Bussola

Azioni e quote

04 Aprile 2016 | ,

Sommario

Inquadramento | Rappresentazione in bilancio | Metodi per la determinazione del costo | Svalutazione dei titoli secondo l'O.I.C. 20 | Profili fiscali | Vari tipi di azioni | Azioni proprie - nuova rappresentazione in bilancio | Riferimenti |

 

L’azienda spesso effettua, accanto agli impieghi operativi, e cioè connessi allo svolgimento dell’attività tecnica, investimenti di natura cosiddetta “finanziaria”. Le finalità possono essere molteplici: talora si tratta di impiegare temporanee eccedenze di liquidità in maniera conveniente; altre volte si tratta di investimenti di tipo strategico, volti ad acquisire prerogative di governo economico di altre aziende. Può trattarsi di azioni o quote (generalmente denominati partecipazioni), a seconda della natura giuridica dell’azienda emittente, espressivi di una quota del capitale di rischio di altre imprese.

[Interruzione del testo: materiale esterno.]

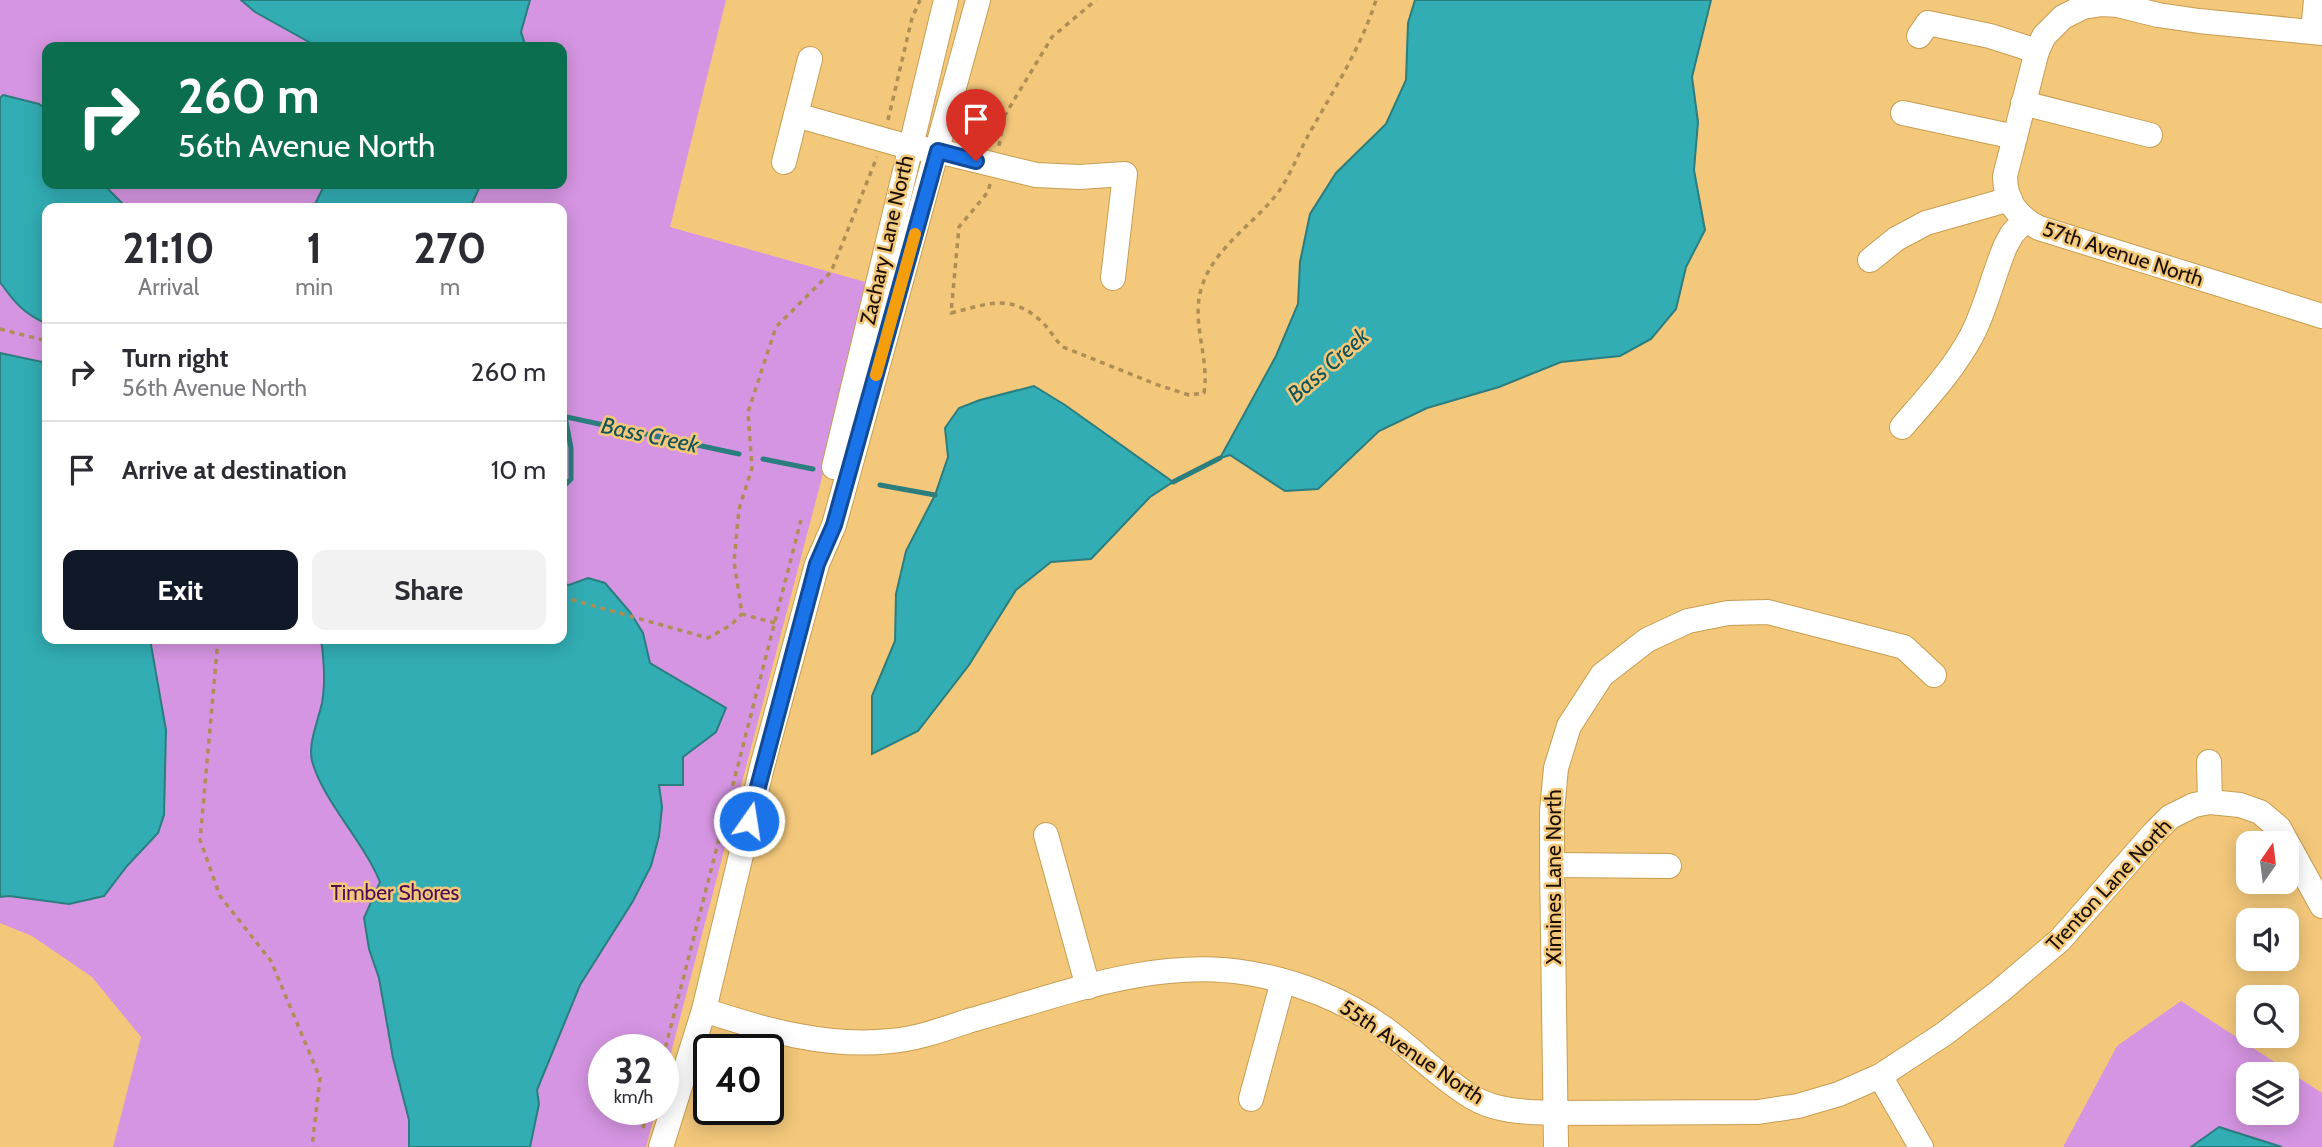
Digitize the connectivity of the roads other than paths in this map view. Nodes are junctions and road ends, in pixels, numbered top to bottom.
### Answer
1 (946, 0) edge
2 (978, 0) edge
3 (2316, 0) edge
4 (2118, 3) edge
5 (2064, 7) edge
6 (2317, 32) edge
7 (1919, 36) dead end
8 (2036, 51) junction
9 (810, 59) dead end
10 (1903, 113) dead end
11 (796, 115) junction
12 (2019, 121) junction
13 (2150, 135) dead end
14 (909, 147) junction
15 (938, 151) junction
16 (784, 162) dead end
17 (2010, 199) junction
18 (2024, 221) junction
19 (1870, 260) dead end
20 (1113, 278) dead end
21 (2322, 316) edge
22 (1902, 427) dead end
23 (817, 564) junction
24 (1934, 675) dead end
25 (2209, 762) dead end
26 (2210, 802) junction
27 (1046, 835) dead end
28 (1552, 865) junction
29 (1669, 866) dead end
30 (2322, 906) edge
31 (1283, 981) junction
32 (1088, 987) junction
33 (704, 1010) junction
34 (1880, 1076) junction
35 (1251, 1099) dead end
36 (1555, 1113) junction
37 (661, 1147) edge
38 (1556, 1147) edge
39 (1921, 1147) edge

1 - 14 street, Zachary Lane North
2 - 15 street, Zachary Lane North
3 - 6 street
4 - 5 street
4 - 6 street
5 - 8 street
7 - 8 street
8 - 12 street, 57th Avenue North
9 - 11 street
10 - 12 street
11 - 14 street
11 - 16 street
12 - 13 street
12 - 17 street, 57th Avenue North
14 - 15 street
14 - 23 street, Zachary Lane North
15 - 20 street
15 - 23 street, Zachary Lane North
17 - 18 street, 57th Avenue North
17 - 19 street
18 - 21 street, 57th Avenue North
18 - 22 street
23 - 33 street, Zachary Lane North
24 - 28 street, Ximines Lane North
25 - 26 street
26 - 30 street, Trenton Lane North
26 - 34 street, Trenton Lane North
27 - 32 street
28 - 29 street
28 - 36 street, Ximines Lane North
31 - 32 street, 55th Avenue North
31 - 35 street
31 - 36 street, 55th Avenue North
32 - 33 street, 55th Avenue North
33 - 37 street, Zachary Lane North
34 - 36 street, 55th Avenue North
34 - 39 street
36 - 38 street, Ximines Lane North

Ad evidenza, si parla di titoli a “reddito variabile” poiché la remunerazione che questi offrono all’investitore è rappresentata dai dividendi, funzione dei risultati economici, necessariamente variabili, dell’azienda cui si riferiscono.   Può trattarsi, ad esempio, di obbligazioni, espressivi di una quota del capitale di credito di altre aziende, dello Stato e di Enti Pubblici. Si parla di titoli a “reddito fisso” poiché questi prevedono, per l’investitore, una remunerazione predeterminata, anche se talvolta questa è agganciata a parametri variabili (i cosiddetti titoli indicizzati).